# Sorry - Idle-i-tus set in - Cls wales



## travelsRus (Mar 1, 2007)

Sorry but just spent 2 hours looking for a Cl or CS around Tenby or Saundersfoot with easy access to coastal paths, town or pub and can't find anything interesting. Must allow dogs, have EHU and accomodate 29ft van. PLEASE reply if you know of anything. Not going til middle of June so no rush. Thank you. 
Chris


----------



## Ian-rapido (Mar 24, 2009)

The only one I can think of is "The Coppins"

Its in a small village just outside Tenby, pretty sure there is a pub there. However, the coat path is not close by. 

There is a commercial site called "Trevayne Farm" just outside Saundersfoot which has its own access to a stunning beach and coast path, not sure about a pub/restaurant though.

Ian


----------



## cleo (Nov 17, 2007)

Not a CL or CS but Wisemans Bridge is a short walk from Saundersfoot and I believe the Pub owns the campsite (or vice versa). And very close to the coast path. 

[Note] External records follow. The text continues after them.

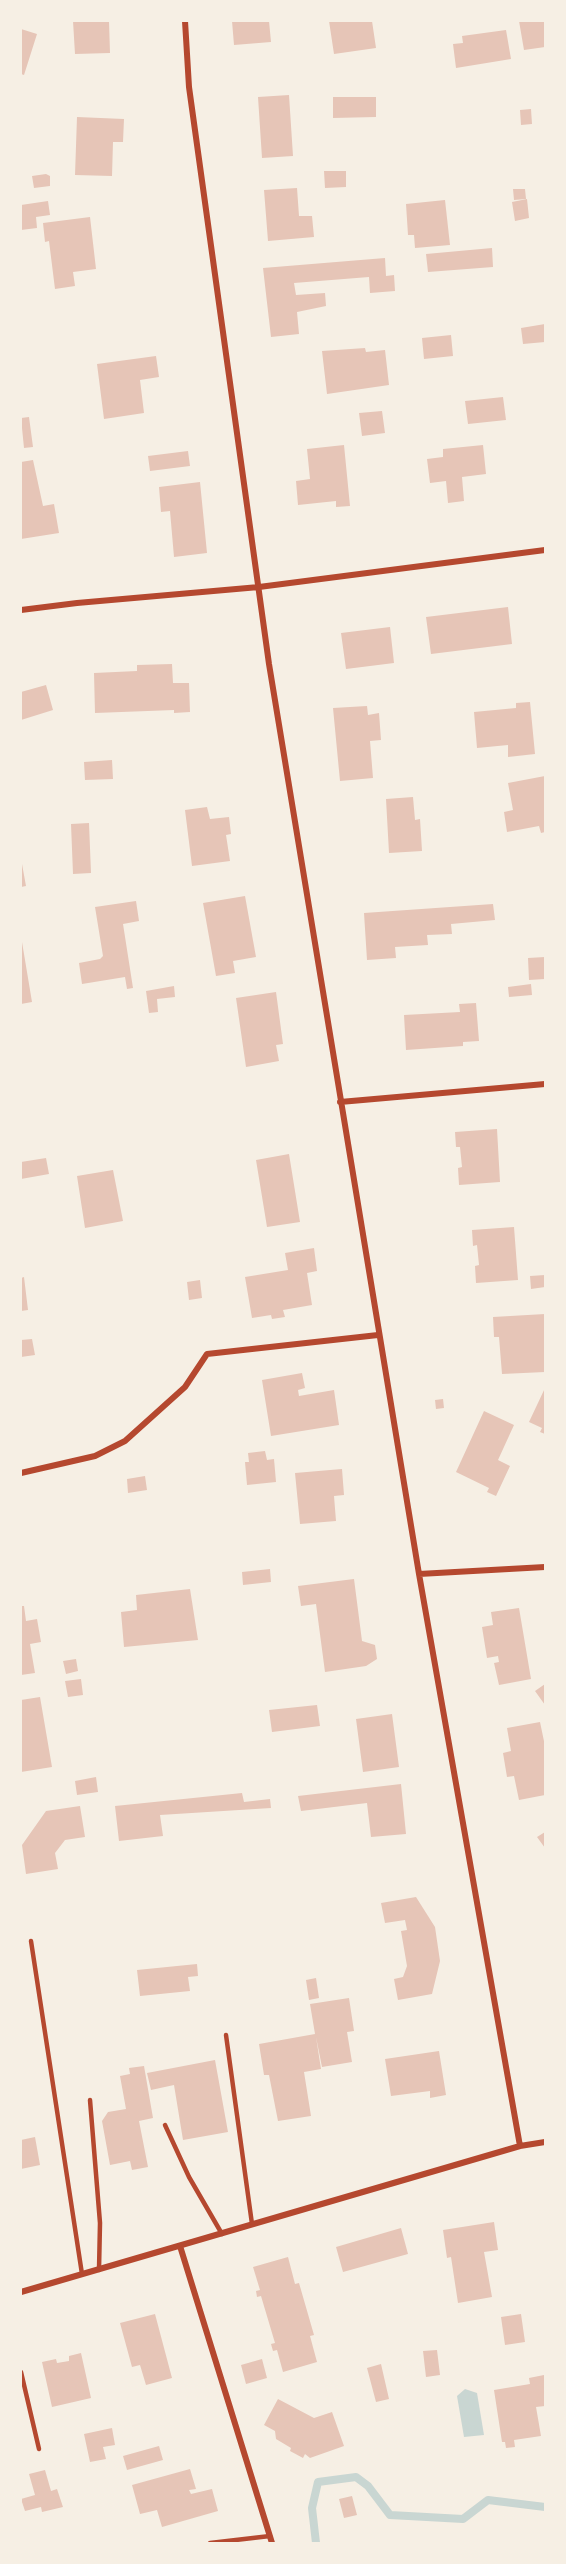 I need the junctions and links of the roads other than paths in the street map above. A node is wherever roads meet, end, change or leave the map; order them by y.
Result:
1 (185, 21) edge
2 (545, 550) edge
3 (259, 587) junction
4 (21, 610) edge
5 (545, 1084) edge
6 (340, 1102) junction
7 (378, 1335) junction
8 (21, 1473) edge
9 (545, 1567) edge
10 (419, 1574) junction
11 (31, 1941) dead end
12 (226, 2035) dead end
13 (90, 2100) dead end
14 (165, 2125) dead end
15 (545, 2142) edge
16 (520, 2146) junction
17 (252, 2224) junction
18 (222, 2234) junction
19 (180, 2246) junction
20 (99, 2270) junction
21 (82, 2274) junction
22 (21, 2292) edge
23 (21, 2372) edge
24 (39, 2449) dead end
25 (271, 2539) edge
26 (210, 2543) edge

1 - 3 street
2 - 3 street
3 - 4 street
3 - 6 street
5 - 6 street
6 - 7 street
7 - 8 street
7 - 10 street
9 - 10 street
10 - 16 street
11 - 21 lane
12 - 17 lane
13 - 20 lane
14 - 18 lane
15 - 16 street
16 - 17 street
17 - 18 street
18 - 19 street
19 - 20 street
19 - 25 street
20 - 21 street
21 - 22 street
23 - 24 lane
25 - 26 lane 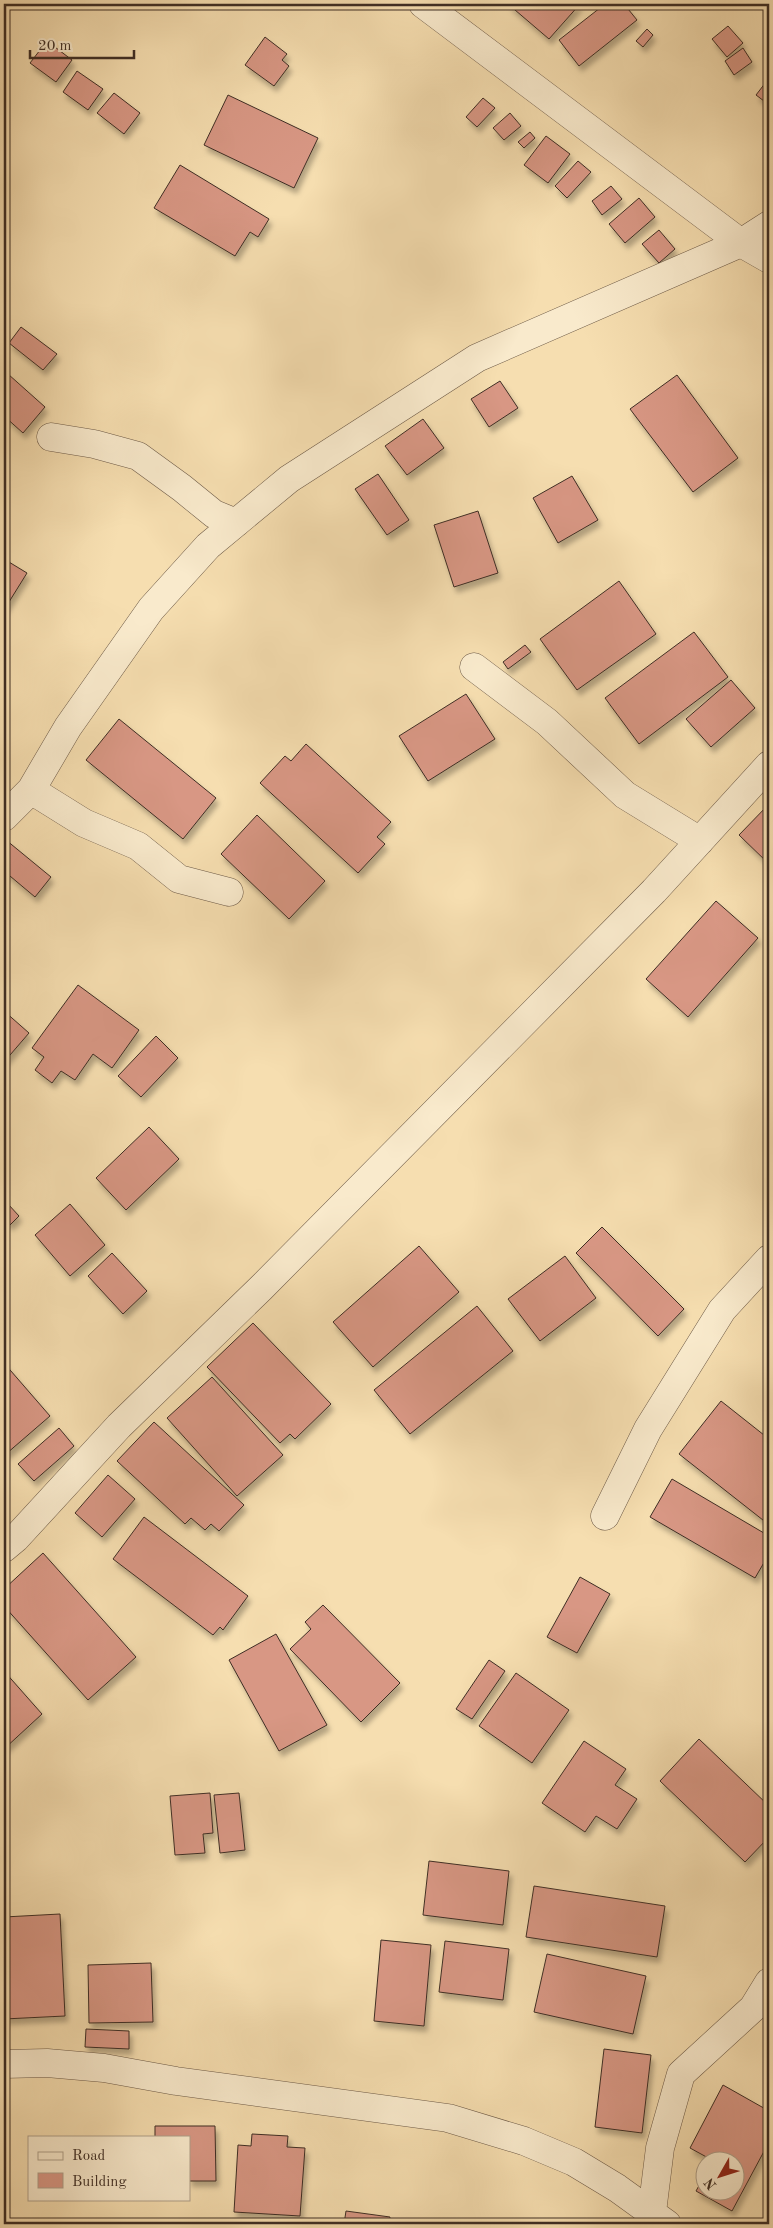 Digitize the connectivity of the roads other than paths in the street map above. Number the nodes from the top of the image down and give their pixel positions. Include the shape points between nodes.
1 (423, 4) edge
2 (769, 225) edge
3 (741, 243) junction
4 (769, 259) edge
5 (51, 437) dead end
6 (236, 523) junction
7 (474, 667) dead end
8 (769, 765) edge
9 (31, 790) junction
10 (4, 817) edge
11 (700, 841) junction
12 (229, 892) dead end
13 (769, 1259) edge
14 (605, 1516) dead end
15 (4, 1548) edge
16 (769, 1982) edge
17 (4, 2064) edge
18 (660, 2218) edge

1 - 3 street
2 - 3 street
3 - 4 street
3 - 6 street via 477,358 289,479
5 - 6 street via 138,456 214,514
6 - 9 street via 208,546 151,609 68,727
7 - 11 street via 547,722 625,795
8 - 11 street
9 - 10 street
9 - 12 street via 84,823 138,846 179,879
11 - 15 street via 420,1130 119,1426
13 - 14 street via 722,1310 648,1429
16 - 18 street via 753,2008 681,2074 660,2148
17 - 18 street via 47,2063 104,2068 176,2081 448,2118 524,2141 574,2162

There are plenty of campsites that meet your criteria but not sure about 5 van sites.

Jill


----------



## travelsRus (Mar 1, 2007)

We would be happy on a campsite - just not bothered about paying extra for childrens facilities so if can recommend any campsites in the area would be very happy to hear about those as well. Thanks for replies.

Chris


----------



## mandyandandy (Oct 1, 2006)

Friends of ours have a caravan and they stay on the site at Wisemans bridge every year and have a great time, it is right on the edge of the water and set at the back of the pub.

We have been there and I am sure you can walk along the beach or footbpath into Saundersfoot. Lookinga at link they take dogs and you can walk into the village.

This should help

http://www.wisemansbridgeinn.co.uk/

http://www.wisemansbridgeinn.co.uk/touringcaravanstents.htm

Mandy


----------



## fishaway (Jan 13, 2008)

hi i wouldn't recommend going to wiseman's bridge in a 29 foot motorhome the road is narrow and quite steep there are lots of campsites in the area you could try merrixton farm 5 cl or if you are a member of ccc there are often holiday meets there with electric hook ups for about 80.lots of sites around that area


----------